How the long-term lease helps residents
Uncertainty has been a big theme over the last two years, mostly as a result of the coronavirus pandemic throwing the SFR space into quite a predicament. PMs have certainly taken some hits as a result with eviction moratoriums, residents being furloughed, and other challenges. But residents are experiencing significant challenges of their own as a result of the uncertainty they’ve experienced within their jobs, their ability to pay rent, and the potential of changing rent.
These are problems, but problems demand problem-solvers, and problem-solvers create solutions that end up differentiating their business. The long-term lease is proving to be that solution for many PM companies. The stability that it provides is proving to be a welcome sight for residents.
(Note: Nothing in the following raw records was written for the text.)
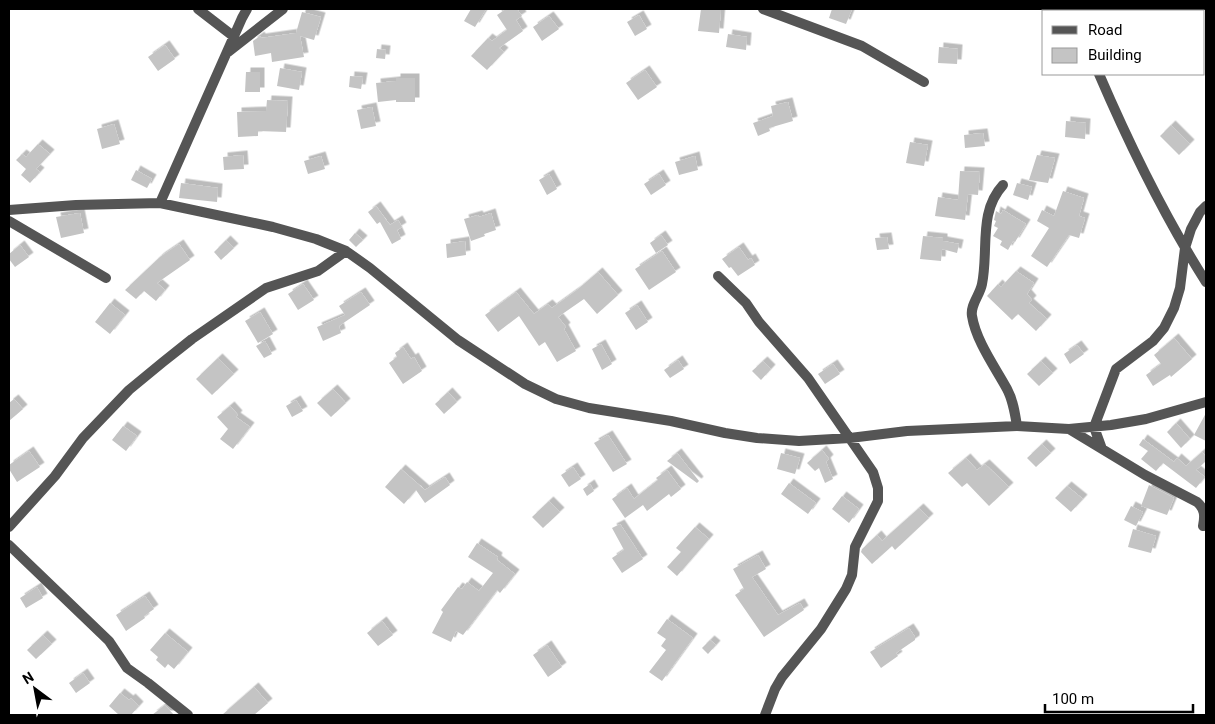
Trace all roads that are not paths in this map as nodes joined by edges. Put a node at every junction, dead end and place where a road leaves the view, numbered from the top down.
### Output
1 (198, 9) edge
2 (247, 9) edge
3 (282, 9) edge
4 (763, 9) edge
5 (233, 36) junction
6 (225, 54) junction
7 (1099, 75) edge
8 (924, 82) dead end
9 (1003, 185) dead end
10 (160, 203) junction
11 (1206, 206) edge
12 (9, 210) edge
13 (9, 220) edge
14 (1185, 248) junction
15 (346, 252) junction
16 (718, 276) dead end
17 (106, 278) dead end
18 (1206, 282) edge
19 (1206, 402) edge
20 (1018, 426) junction
21 (1094, 427) junction
22 (1069, 430) junction
23 (850, 438) junction
24 (1102, 449) junction
25 (1203, 526) dead end
26 (9, 527) edge
27 (9, 545) edge
28 (188, 715) edge
29 (765, 715) edge

1 - 5 street
2 - 5 street
3 - 6 street
4 - 8 street
5 - 6 street
6 - 10 street
7 - 14 street
9 - 20 street
10 - 12 street
10 - 15 street
11 - 14 street
13 - 17 street
14 - 18 street
14 - 21 street
15 - 23 street
15 - 26 street
16 - 23 street
19 - 21 street
20 - 22 street
20 - 23 street
21 - 22 street
21 - 24 street
22 - 24 street
23 - 29 street
24 - 25 street
27 - 28 street

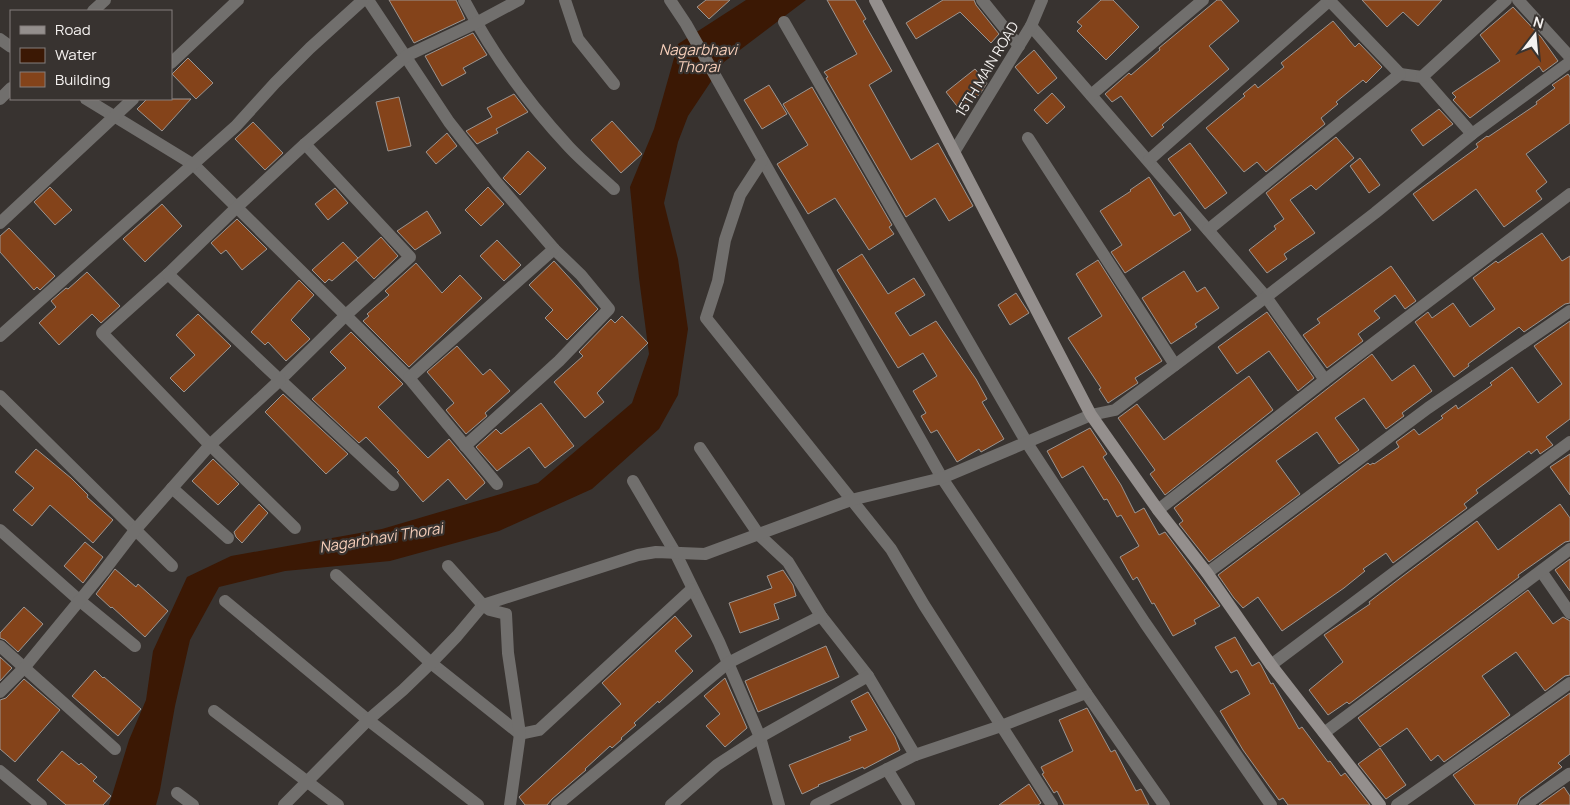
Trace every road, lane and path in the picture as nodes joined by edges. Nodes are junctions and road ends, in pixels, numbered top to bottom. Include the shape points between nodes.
1 (105, 0) edge
2 (238, 0) edge
3 (363, 0) edge
4 (368, 0) edge
5 (464, 0) edge
6 (519, 0) edge
7 (565, 0) edge
8 (670, 0) edge
9 (875, 0) edge
10 (982, 0) edge
11 (1042, 0) edge
12 (1203, 0) edge
13 (1329, 0) edge
14 (1506, 0) edge
15 (1518, 0) edge
16 (94, 10) edge
17 (784, 22) dead end
18 (476, 23) junction
19 (1031, 26) junction
20 (1019, 46) junction
21 (406, 56) junction
22 (1570, 58) edge
23 (172, 62) edge
24 (1570, 62) edge
25 (1400, 74) junction
26 (1422, 77) junction
27 (614, 84) dead end
28 (10, 89) edge
29 (1091, 95) junction
30 (0, 99) edge
31 (88, 100) edge
32 (132, 100) edge
33 (114, 117) junction
34 (1472, 134) junction
35 (1028, 138) dead end
36 (305, 144) junction
37 (954, 152) junction
38 (1149, 160) junction
39 (762, 161) junction
40 (194, 165) junction
41 (614, 189) dead end
42 (1570, 194) edge
43 (237, 207) junction
44 (0, 223) edge
45 (1208, 230) junction
46 (554, 249) junction
47 (168, 274) junction
48 (1266, 297) junction
49 (1570, 311) edge
50 (346, 315) junction
51 (0, 336) edge
52 (1175, 365) junction
53 (409, 378) junction
54 (280, 380) junction
55 (1325, 380) junction
56 (0, 396) edge
57 (1091, 415) junction
58 (1570, 442) edge
59 (1026, 443) junction
60 (210, 444) junction
61 (465, 446) junction
62 (700, 448) dead end
63 (942, 478) junction
64 (633, 480) dead end
65 (497, 484) dead end
66 (393, 485) dead end
67 (172, 488) junction
68 (850, 500) junction
69 (1158, 510) junction
70 (295, 528) dead end
71 (136, 529) junction
72 (0, 530) edge
73 (759, 535) junction
74 (228, 538) dead end
75 (1570, 549) edge
76 (676, 554) junction
77 (172, 566) dead end
78 (448, 566) dead end
79 (1541, 571) junction
80 (1206, 573) junction
81 (336, 575) dead end
82 (692, 589) junction
83 (79, 600) junction
84 (225, 602) dead end
85 (483, 605) junction
86 (1570, 613) edge
87 (821, 616) junction
88 (0, 646) edge
89 (135, 646) dead end
90 (431, 662) junction
91 (728, 663) junction
92 (1271, 665) junction
93 (24, 668) junction
94 (868, 676) junction
95 (1570, 683) edge
96 (0, 692) edge
97 (1086, 693) junction
98 (214, 711) dead end
99 (368, 720) junction
100 (1001, 726) junction
101 (1324, 732) junction
102 (520, 734) junction
103 (760, 737) junction
104 (114, 749) dead end
105 (915, 755) junction
106 (887, 769) junction
107 (0, 771) edge
108 (1570, 774) edge
109 (308, 781) junction
110 (177, 792) dead end
111 (41, 805) edge
112 (193, 805) edge
113 (284, 805) edge
114 (338, 805) edge
115 (478, 805) edge
116 (510, 805) edge
117 (557, 805) edge
118 (670, 805) edge
119 (779, 805) edge
120 (816, 805) edge
121 (909, 805) edge
122 (1052, 805) edge
123 (1164, 805) edge
124 (1271, 805) edge
125 (1380, 805) edge
126 (1397, 805) edge
127 (1525, 805) edge

1 - 16 street
2 - 23 street
3 - 40 street via 303,55
4 - 21 street
5 - 18 street
6 - 18 street
7 - 27 street via 578,39
8 - 39 street
9 - 37 street
10 - 20 street
11 - 19 street, 15TH MAIN ROAD
12 - 29 street
13 - 25 street
13 - 38 street
14 - 26 street
15 - 22 street
17 - 59 street
18 - 21 street
18 - 41 street via 529,102 570,148
19 - 20 street, 15TH MAIN ROAD
19 - 29 street
20 - 37 street, 15TH MAIN ROAD
21 - 36 street
21 - 46 street via 448,122
24 - 34 street
25 - 26 street
25 - 45 street
26 - 34 street
28 - 30 street
29 - 38 street
31 - 33 street
32 - 33 street
33 - 40 street
33 - 44 street
34 - 48 street
35 - 52 street
36 - 43 street
36 - 50 street via 410,257
37 - 57 street
38 - 45 street
39 - 63 street
39 - 68 street via 740,195 706,318
40 - 43 street
40 - 51 street
42 - 55 street
43 - 47 street
43 - 50 street
45 - 48 street
46 - 53 street
46 - 61 street via 610,309 559,361
47 - 54 street
47 - 60 street via 102,333
48 - 52 street
48 - 55 street
49 - 80 street via 1428,408
50 - 53 street
50 - 54 street
52 - 57 street via 1115,410
53 - 61 street
54 - 60 street
54 - 66 street
55 - 69 street
56 - 71 street
57 - 59 street
57 - 69 street
58 - 92 street
59 - 63 street
59 - 124 street
60 - 67 street
60 - 70 street
61 - 65 street
62 - 73 street
63 - 68 street
63 - 97 street
64 - 76 street
67 - 71 street
67 - 74 street
68 - 73 street
68 - 100 street via 891,549
69 - 80 street
71 - 77 street
71 - 83 street
72 - 83 street
73 - 76 street via 705,554
73 - 87 street via 788,562
75 - 79 street
76 - 82 street
76 - 85 street via 656,552 638,555
78 - 85 street
79 - 86 street
79 - 101 street
80 - 92 street
81 - 90 street
82 - 91 street
82 - 102 street via 539,730
83 - 89 street
83 - 93 street
84 - 99 street
85 - 90 street
85 - 102 street via 506,614 508,653
87 - 91 street
87 - 94 street
88 - 93 street
90 - 99 street
90 - 102 street
91 - 103 street
91 - 117 street
92 - 101 street
93 - 96 street
93 - 104 street
94 - 103 street
94 - 105 street
95 - 126 street
97 - 100 street
97 - 123 street
98 - 109 street
99 - 109 street
99 - 115 street
100 - 105 street
100 - 122 street
101 - 125 street
102 - 116 street
103 - 118 street via 717,765
103 - 119 street
105 - 106 street
106 - 120 street
106 - 121 street
107 - 111 street
108 - 127 street
109 - 113 street
109 - 114 street
110 - 112 street

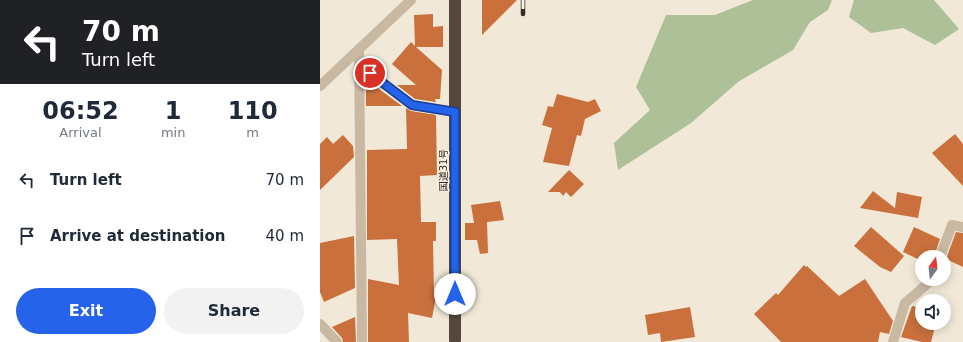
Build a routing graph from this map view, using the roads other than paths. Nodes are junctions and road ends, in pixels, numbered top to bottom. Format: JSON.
{"nodes":[{"id":1,"x":411,"y":0,"type":"edge"},
{"id":2,"x":455,"y":0,"type":"edge"},
{"id":3,"x":359,"y":49,"type":"junction"},
{"id":4,"x":359,"y":65,"type":"junction"},
{"id":5,"x":320,"y":86,"type":"edge"},
{"id":6,"x":455,"y":112,"type":"junction"},
{"id":7,"x":963,"y":227,"type":"edge"},
{"id":8,"x":943,"y":250,"type":"edge"},
{"id":9,"x":925,"y":286,"type":"edge"},
{"id":10,"x":320,"y":324,"type":"edge"},
{"id":11,"x":455,"y":340,"type":"dead end"},
{"id":12,"x":337,"y":342,"type":"edge"},
{"id":13,"x":362,"y":342,"type":"edge"},
{"id":14,"x":893,"y":342,"type":"edge"}],
"edges":[{"from":1,"to":3,"type":"street"},
{"from":2,"to":6,"type":"highway","name":"国道31号"},
{"from":3,"to":4,"type":"street"},
{"from":3,"to":5,"type":"street"},
{"from":4,"to":6,"type":"street"},
{"from":4,"to":13,"type":"street"},
{"from":6,"to":11,"type":"highway","name":"国道31号"},
{"from":7,"to":8,"type":"street"},
{"from":9,"to":14,"type":"street"},
{"from":10,"to":12,"type":"street"}]}
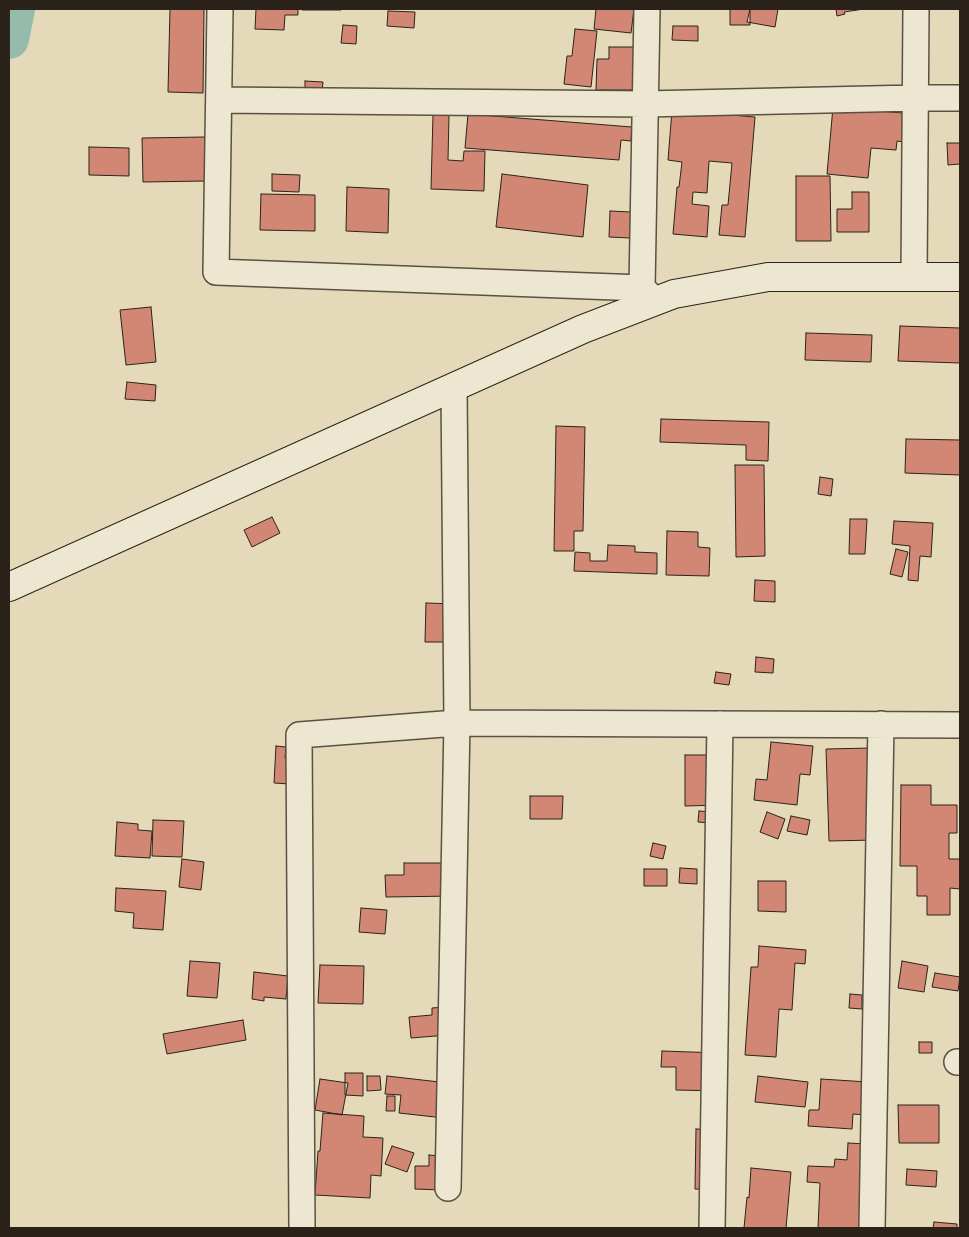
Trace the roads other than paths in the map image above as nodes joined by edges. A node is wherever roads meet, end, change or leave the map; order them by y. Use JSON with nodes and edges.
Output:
{"nodes":[{"id":1,"x":220,"y":9,"type":"edge"},
{"id":2,"x":647,"y":9,"type":"edge"},
{"id":3,"x":916,"y":9,"type":"edge"},
{"id":4,"x":915,"y":98,"type":"junction"},
{"id":5,"x":960,"y":98,"type":"edge"},
{"id":6,"x":219,"y":100,"type":"junction"},
{"id":7,"x":645,"y":104,"type":"junction"},
{"id":8,"x":914,"y":277,"type":"junction"},
{"id":9,"x":960,"y":277,"type":"edge"},
{"id":10,"x":649,"y":295,"type":"junction"},
{"id":11,"x":454,"y":387,"type":"junction"},
{"id":12,"x":9,"y":587,"type":"edge"},
{"id":13,"x":457,"y":723,"type":"junction"},
{"id":14,"x":720,"y":724,"type":"junction"},
{"id":15,"x":881,"y":724,"type":"junction"},
{"id":16,"x":960,"y":725,"type":"edge"},
{"id":17,"x":448,"y":1188,"type":"dead end"},
{"id":18,"x":302,"y":1228,"type":"edge"},
{"id":19,"x":712,"y":1228,"type":"edge"},
{"id":20,"x":872,"y":1228,"type":"edge"}],
"edges":[{"from":1,"to":6,"type":"street"},
{"from":2,"to":7,"type":"street"},
{"from":3,"to":4,"type":"street"},
{"from":4,"to":5,"type":"street"},
{"from":4,"to":7,"type":"street"},
{"from":4,"to":8,"type":"street"},
{"from":6,"to":7,"type":"street"},
{"from":6,"to":10,"type":"street"},
{"from":7,"to":10,"type":"street"},
{"from":8,"to":9,"type":"main road"},
{"from":8,"to":10,"type":"main road"},
{"from":10,"to":11,"type":"main road"},
{"from":11,"to":12,"type":"main road"},
{"from":11,"to":13,"type":"street"},
{"from":13,"to":14,"type":"street"},
{"from":13,"to":17,"type":"street"},
{"from":13,"to":18,"type":"street"},
{"from":14,"to":15,"type":"street"},
{"from":14,"to":19,"type":"street"},
{"from":15,"to":16,"type":"street"},
{"from":15,"to":20,"type":"street"}]}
Knowing where they will be in three years and exactly what their rent will be is valuable to residents who are fearful of a changing market, and the percentage of residents who see that value is continuing to increase. The result is one of the best resident retention tools out there.
For the PM, this doesn’t mean that rent is stuck. Rent adjustments are still possible, but they’re baked into the lease from the start. This allows the PM to plan for a changing market while giving the resident notice of pending changes prior to them signing the lease. Residents are much less likely to react negatively to rent increases if they signed off on them before ever moving in.
“Stability starts with helping them understand what their financial responsibilities are going to be years in advance. That’s where it starts and that’s a big reason why residents do like long-term leases.”
People find value in knowing where they will be in 3 years. A long-term lease is a commitment for a resident, but it's one that JWB has found that many are willing to make. Implementing a long-term lease program isn’t for everyone, but it’s proving an effective method for creating a Triple Win by creating stability, something everyone is after in these uncertain times.